Personal information
- Born: 15 November 1995 (age 29) Sydney, New South Wales, Australia

Playing information
- Height: 192 cm (6 ft 4 in)
- Weight: 105 kg (16 st 7 lb)
- Position: Centre, Wing, Fullback
Club
| Years | Team | Pld | T | G | FG | P |
| 2016 | Gold Coast Titans | 8 | 1 | 0 | 0 | 4 |
| 2017 | Parramatta Eels | 1 | 0 | 0 | 0 | 0 |
|  | Total | 9 | 1 | 0 | 0 | 4 |
- Source:

= Nathan Davis (rugby league) =

Australian rugby league footballer

Nathan Davis (born 15 November 1995) is an Australian former professional rugby league footballer who last played for the Parramatta Eels in the National Rugby League. He played as a and . He has previously played for the Gold Coast Titans.

==Background==
Born in Sydney, New South Wales, Davis is of Indigenous Australian descent. He played his junior rugby league for the Hinchinbrook Hornets and Mount Pritchard Mounties, before being signed by the Parramatta Eels.

==Playing career==

===Early career===
In September and November 2013, Davis played for the Australian Schoolboys. In 2014 and 2015, he played for the Parramatta Eels' NYC team.

===2016===
In 2016, Davis joined the Gold Coast Titans. In round 1 of the 2016 NRL season, he made his NRL debut for the Titans against the Newcastle Knights.

===2017===
In March, Davis rejoined the Parramatta club after gaining a release from his Gold Coast Titans contract.
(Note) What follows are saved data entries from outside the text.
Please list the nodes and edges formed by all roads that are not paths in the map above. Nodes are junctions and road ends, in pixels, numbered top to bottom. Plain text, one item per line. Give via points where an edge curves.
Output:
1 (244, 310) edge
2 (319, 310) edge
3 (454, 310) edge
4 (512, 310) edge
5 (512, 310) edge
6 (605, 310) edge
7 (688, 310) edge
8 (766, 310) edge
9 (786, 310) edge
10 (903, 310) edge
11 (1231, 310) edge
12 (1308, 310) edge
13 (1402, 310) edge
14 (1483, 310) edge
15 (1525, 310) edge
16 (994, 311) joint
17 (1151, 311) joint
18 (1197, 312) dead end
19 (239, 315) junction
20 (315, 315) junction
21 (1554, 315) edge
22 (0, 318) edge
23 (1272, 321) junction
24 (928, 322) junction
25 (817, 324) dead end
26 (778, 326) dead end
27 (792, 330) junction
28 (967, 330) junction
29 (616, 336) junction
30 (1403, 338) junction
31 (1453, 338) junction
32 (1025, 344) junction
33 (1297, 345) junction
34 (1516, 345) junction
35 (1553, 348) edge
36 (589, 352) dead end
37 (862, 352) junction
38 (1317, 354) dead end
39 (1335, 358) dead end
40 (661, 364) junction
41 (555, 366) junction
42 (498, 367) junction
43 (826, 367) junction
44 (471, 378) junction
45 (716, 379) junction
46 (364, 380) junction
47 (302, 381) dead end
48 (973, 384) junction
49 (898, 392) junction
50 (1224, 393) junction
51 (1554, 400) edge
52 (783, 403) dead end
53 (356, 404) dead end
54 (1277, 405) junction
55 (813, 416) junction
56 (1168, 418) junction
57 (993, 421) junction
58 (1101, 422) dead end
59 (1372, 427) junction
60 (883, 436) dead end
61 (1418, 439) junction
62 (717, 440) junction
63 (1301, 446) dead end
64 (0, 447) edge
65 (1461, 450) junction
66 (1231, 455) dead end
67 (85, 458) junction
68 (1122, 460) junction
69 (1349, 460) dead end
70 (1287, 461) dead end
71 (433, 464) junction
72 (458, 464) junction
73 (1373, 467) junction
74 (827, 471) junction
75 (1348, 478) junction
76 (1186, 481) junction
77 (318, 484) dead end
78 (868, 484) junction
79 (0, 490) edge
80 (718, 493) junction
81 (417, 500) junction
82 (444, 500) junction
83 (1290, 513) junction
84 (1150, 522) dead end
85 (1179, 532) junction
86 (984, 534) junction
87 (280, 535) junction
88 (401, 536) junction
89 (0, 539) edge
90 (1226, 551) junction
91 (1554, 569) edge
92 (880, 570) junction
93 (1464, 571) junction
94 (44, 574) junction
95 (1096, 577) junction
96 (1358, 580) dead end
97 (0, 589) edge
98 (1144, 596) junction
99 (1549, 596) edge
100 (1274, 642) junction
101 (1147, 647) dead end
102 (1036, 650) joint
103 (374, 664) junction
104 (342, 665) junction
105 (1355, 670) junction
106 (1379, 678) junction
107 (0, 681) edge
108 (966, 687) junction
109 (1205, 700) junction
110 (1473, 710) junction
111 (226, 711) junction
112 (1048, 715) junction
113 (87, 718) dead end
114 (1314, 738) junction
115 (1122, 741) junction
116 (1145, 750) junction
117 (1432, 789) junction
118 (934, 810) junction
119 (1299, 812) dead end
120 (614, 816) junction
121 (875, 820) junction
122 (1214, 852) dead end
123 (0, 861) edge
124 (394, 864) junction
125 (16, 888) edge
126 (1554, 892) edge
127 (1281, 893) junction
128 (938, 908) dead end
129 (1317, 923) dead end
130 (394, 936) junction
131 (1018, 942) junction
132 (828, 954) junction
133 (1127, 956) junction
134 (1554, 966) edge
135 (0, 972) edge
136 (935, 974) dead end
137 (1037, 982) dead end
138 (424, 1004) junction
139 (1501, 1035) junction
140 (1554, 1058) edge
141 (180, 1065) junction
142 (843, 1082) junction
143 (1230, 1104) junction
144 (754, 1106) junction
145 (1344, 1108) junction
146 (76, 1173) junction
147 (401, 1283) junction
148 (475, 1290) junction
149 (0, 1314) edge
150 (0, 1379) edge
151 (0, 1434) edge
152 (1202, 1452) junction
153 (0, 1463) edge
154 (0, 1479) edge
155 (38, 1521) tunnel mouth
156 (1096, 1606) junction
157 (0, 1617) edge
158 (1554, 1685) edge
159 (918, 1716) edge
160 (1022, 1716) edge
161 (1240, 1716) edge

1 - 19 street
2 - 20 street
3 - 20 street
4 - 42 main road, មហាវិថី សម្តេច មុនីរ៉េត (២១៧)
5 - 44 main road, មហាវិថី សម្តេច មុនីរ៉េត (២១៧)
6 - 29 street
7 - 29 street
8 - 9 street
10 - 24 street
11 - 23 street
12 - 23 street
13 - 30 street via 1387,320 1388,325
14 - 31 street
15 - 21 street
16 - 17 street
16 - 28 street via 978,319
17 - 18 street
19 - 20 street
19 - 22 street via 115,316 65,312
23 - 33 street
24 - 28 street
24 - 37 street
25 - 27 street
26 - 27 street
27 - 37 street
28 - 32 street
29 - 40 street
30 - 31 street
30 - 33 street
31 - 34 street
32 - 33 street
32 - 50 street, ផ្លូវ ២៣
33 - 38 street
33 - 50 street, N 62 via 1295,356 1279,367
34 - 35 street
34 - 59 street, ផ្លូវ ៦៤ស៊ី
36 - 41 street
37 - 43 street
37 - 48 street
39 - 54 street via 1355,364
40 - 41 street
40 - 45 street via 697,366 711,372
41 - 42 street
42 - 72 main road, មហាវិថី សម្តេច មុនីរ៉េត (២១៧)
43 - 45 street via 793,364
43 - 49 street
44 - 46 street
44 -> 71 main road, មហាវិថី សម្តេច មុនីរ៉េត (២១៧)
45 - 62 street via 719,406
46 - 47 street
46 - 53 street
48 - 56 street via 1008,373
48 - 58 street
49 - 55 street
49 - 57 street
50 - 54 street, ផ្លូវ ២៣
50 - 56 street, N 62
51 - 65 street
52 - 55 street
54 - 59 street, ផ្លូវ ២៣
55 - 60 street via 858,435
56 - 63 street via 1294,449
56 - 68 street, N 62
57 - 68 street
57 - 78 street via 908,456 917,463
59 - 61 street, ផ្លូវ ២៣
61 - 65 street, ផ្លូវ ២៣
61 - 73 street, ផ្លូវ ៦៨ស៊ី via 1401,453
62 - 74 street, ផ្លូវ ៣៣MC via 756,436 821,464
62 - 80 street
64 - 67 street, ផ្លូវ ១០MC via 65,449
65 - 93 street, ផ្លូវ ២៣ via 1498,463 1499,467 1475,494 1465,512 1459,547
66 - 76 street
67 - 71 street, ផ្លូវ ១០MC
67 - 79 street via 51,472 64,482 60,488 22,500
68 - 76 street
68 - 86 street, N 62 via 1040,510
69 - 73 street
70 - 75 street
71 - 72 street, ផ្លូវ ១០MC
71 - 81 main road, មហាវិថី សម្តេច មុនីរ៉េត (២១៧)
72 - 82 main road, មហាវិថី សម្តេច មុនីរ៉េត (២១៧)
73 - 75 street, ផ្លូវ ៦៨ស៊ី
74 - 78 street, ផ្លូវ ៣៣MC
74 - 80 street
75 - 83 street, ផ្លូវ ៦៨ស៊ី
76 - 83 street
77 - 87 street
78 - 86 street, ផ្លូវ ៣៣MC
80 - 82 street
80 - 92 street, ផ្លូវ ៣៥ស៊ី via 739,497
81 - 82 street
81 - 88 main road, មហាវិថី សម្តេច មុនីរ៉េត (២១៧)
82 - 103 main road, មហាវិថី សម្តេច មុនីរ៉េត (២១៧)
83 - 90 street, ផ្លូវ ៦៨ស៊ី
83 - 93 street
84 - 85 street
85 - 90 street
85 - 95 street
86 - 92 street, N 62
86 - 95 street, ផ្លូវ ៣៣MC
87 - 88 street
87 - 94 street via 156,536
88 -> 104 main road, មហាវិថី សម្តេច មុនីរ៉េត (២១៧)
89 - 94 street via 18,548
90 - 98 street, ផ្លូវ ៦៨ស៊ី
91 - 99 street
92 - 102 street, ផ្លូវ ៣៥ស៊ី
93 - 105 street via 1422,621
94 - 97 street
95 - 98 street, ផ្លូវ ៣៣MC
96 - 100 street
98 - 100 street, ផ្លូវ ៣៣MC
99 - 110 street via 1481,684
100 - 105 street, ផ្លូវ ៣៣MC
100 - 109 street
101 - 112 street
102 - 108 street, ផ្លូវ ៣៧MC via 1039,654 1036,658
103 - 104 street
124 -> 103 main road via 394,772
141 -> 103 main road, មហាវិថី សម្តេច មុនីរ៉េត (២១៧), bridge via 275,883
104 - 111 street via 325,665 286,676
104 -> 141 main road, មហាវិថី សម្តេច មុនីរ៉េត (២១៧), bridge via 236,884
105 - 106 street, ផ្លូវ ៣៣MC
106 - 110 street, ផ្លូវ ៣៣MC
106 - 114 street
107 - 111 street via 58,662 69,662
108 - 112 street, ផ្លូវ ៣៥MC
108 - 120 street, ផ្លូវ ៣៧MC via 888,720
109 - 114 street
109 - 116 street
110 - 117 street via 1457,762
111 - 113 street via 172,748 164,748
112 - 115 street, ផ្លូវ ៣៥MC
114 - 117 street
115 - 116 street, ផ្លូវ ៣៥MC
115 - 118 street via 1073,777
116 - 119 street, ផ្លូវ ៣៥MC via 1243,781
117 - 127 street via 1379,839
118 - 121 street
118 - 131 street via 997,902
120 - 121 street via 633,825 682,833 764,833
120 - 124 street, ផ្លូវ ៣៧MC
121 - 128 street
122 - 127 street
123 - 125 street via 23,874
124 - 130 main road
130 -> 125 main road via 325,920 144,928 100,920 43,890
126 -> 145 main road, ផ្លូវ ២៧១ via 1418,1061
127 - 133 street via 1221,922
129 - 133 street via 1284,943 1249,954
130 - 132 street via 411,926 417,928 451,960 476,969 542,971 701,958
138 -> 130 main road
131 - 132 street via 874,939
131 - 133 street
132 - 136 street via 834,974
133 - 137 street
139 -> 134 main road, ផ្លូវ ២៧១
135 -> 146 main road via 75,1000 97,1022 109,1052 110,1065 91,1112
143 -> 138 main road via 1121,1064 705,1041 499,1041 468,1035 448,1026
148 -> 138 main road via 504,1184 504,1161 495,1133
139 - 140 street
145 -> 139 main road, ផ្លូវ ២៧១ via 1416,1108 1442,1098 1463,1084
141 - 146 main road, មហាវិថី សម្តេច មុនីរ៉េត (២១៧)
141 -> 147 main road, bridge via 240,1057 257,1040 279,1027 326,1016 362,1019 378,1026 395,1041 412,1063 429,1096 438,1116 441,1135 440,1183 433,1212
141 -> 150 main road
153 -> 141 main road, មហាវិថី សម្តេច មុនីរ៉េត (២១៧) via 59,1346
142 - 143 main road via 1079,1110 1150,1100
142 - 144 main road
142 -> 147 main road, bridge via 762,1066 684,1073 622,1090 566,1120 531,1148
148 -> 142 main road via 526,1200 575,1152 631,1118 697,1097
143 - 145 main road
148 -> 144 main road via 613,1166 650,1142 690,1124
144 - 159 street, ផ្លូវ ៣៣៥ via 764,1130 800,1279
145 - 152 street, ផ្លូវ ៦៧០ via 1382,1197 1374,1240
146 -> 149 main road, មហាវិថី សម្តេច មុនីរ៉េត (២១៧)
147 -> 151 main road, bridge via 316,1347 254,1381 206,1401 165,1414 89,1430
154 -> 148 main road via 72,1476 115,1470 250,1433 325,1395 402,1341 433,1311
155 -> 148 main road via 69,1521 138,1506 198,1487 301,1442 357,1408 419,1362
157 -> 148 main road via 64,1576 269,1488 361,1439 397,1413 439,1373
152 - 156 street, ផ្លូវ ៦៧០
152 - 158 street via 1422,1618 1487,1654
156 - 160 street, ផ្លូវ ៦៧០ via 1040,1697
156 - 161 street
Parramatta exercised an option to extend Davis until the end of the 2018 season. He made his debut for Parramatta against the North Queensland Cowboys in Darwin on 10 June 2017. Davis made no further appearances for Parramatta in the 2017 season and spent the rest of the year with Wentworthville in the Intrust Super Premiership NSW competition.

===2018===
In 2018, Davis spent the entire season with the Wentworthville Magpies after being unable to break into the Parramatta first grade team.
On 24 September 2018, Davis was handed a 12-week suspension by the NRL and fined by Parramatta after testing positive to "illicit and hazardous drugs". It was the second time that Davis had failed a drugs test at the club. Davis was released by the club following the conclusion of the season.